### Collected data
===============

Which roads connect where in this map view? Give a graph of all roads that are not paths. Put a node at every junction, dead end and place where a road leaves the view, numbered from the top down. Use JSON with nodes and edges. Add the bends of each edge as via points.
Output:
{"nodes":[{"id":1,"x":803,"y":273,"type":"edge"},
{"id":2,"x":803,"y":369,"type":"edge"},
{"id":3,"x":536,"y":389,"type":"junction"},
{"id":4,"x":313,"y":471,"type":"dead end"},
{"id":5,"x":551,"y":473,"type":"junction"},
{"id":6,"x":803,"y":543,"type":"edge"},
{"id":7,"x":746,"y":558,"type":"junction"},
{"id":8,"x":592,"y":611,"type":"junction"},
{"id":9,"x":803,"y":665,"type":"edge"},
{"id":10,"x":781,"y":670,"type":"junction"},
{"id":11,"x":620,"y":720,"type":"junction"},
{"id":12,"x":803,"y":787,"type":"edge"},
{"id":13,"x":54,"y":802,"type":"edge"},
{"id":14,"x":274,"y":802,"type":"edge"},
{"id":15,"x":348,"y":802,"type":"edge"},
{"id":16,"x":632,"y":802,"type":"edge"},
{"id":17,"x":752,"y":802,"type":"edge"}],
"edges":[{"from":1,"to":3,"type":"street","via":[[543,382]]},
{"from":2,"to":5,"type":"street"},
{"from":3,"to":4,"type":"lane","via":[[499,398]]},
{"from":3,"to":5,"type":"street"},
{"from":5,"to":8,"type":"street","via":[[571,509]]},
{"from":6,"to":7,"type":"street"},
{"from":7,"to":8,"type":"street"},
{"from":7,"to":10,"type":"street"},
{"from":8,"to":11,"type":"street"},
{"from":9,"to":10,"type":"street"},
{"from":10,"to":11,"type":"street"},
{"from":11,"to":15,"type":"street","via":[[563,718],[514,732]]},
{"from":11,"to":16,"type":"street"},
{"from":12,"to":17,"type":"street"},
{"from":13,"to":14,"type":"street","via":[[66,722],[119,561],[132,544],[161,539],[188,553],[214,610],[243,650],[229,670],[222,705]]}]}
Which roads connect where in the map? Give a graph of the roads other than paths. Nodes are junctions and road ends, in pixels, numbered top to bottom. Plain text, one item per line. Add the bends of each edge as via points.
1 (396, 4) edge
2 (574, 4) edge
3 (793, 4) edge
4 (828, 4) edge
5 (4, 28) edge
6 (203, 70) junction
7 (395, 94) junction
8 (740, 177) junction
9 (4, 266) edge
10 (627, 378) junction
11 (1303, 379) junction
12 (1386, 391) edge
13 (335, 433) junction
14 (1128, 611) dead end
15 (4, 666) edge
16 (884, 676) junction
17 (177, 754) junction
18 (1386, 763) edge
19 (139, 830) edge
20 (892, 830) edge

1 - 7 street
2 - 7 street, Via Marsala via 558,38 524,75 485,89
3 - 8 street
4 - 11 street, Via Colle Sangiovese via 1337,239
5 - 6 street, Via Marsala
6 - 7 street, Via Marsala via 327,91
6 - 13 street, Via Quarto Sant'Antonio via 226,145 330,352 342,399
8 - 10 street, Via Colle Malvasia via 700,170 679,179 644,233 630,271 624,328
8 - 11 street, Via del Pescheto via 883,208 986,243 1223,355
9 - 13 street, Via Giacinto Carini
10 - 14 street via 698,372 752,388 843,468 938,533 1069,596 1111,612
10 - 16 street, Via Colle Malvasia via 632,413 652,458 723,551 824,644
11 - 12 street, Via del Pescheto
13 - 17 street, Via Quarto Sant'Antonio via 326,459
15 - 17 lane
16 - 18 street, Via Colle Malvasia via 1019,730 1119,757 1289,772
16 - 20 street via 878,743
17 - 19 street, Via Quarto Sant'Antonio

===============

### TASK
Each entry above, in full, should be output exactly as it reads.

### ANSWER TO THE PROBLEM
Which roads connect where in this map view? Give a graph of all roads that are not paths. Put a node at every junction, dead end and place where a road leaves the view, numbered from the top down. Use JSON with nodes and edges. Add the bends of each edge as via points.
Output:
{"nodes":[{"id":1,"x":803,"y":273,"type":"edge"},
{"id":2,"x":803,"y":369,"type":"edge"},
{"id":3,"x":536,"y":389,"type":"junction"},
{"id":4,"x":313,"y":471,"type":"dead end"},
{"id":5,"x":551,"y":473,"type":"junction"},
{"id":6,"x":803,"y":543,"type":"edge"},
{"id":7,"x":746,"y":558,"type":"junction"},
{"id":8,"x":592,"y":611,"type":"junction"},
{"id":9,"x":803,"y":665,"type":"edge"},
{"id":10,"x":781,"y":670,"type":"junction"},
{"id":11,"x":620,"y":720,"type":"junction"},
{"id":12,"x":803,"y":787,"type":"edge"},
{"id":13,"x":54,"y":802,"type":"edge"},
{"id":14,"x":274,"y":802,"type":"edge"},
{"id":15,"x":348,"y":802,"type":"edge"},
{"id":16,"x":632,"y":802,"type":"edge"},
{"id":17,"x":752,"y":802,"type":"edge"}],
"edges":[{"from":1,"to":3,"type":"street","via":[[543,382]]},
{"from":2,"to":5,"type":"street"},
{"from":3,"to":4,"type":"lane","via":[[499,398]]},
{"from":3,"to":5,"type":"street"},
{"from":5,"to":8,"type":"street","via":[[571,509]]},
{"from":6,"to":7,"type":"street"},
{"from":7,"to":8,"type":"street"},
{"from":7,"to":10,"type":"street"},
{"from":8,"to":11,"type":"street"},
{"from":9,"to":10,"type":"street"},
{"from":10,"to":11,"type":"street"},
{"from":11,"to":15,"type":"street","via":[[563,718],[514,732]]},
{"from":11,"to":16,"type":"street"},
{"from":12,"to":17,"type":"street"},
{"from":13,"to":14,"type":"street","via":[[66,722],[119,561],[132,544],[161,539],[188,553],[214,610],[243,650],[229,670],[222,705]]}]}
Which roads connect where in the map? Give a graph of the roads other than paths. Nodes are junctions and road ends, in pixels, numbered top to bottom. Plain text, one item per line. Add the bends of each edge as via points.
1 (396, 4) edge
2 (574, 4) edge
3 (793, 4) edge
4 (828, 4) edge
5 (4, 28) edge
6 (203, 70) junction
7 (395, 94) junction
8 (740, 177) junction
9 (4, 266) edge
10 (627, 378) junction
11 (1303, 379) junction
12 (1386, 391) edge
13 (335, 433) junction
14 (1128, 611) dead end
15 (4, 666) edge
16 (884, 676) junction
17 (177, 754) junction
18 (1386, 763) edge
19 (139, 830) edge
20 (892, 830) edge

1 - 7 street
2 - 7 street, Via Marsala via 558,38 524,75 485,89
3 - 8 street
4 - 11 street, Via Colle Sangiovese via 1337,239
5 - 6 street, Via Marsala
6 - 7 street, Via Marsala via 327,91
6 - 13 street, Via Quarto Sant'Antonio via 226,145 330,352 342,399
8 - 10 street, Via Colle Malvasia via 700,170 679,179 644,233 630,271 624,328
8 - 11 street, Via del Pescheto via 883,208 986,243 1223,355
9 - 13 street, Via Giacinto Carini
10 - 14 street via 698,372 752,388 843,468 938,533 1069,596 1111,612
10 - 16 street, Via Colle Malvasia via 632,413 652,458 723,551 824,644
11 - 12 street, Via del Pescheto
13 - 17 street, Via Quarto Sant'Antonio via 326,459
15 - 17 lane
16 - 18 street, Via Colle Malvasia via 1019,730 1119,757 1289,772
16 - 20 street via 878,743
17 - 19 street, Via Quarto Sant'Antonio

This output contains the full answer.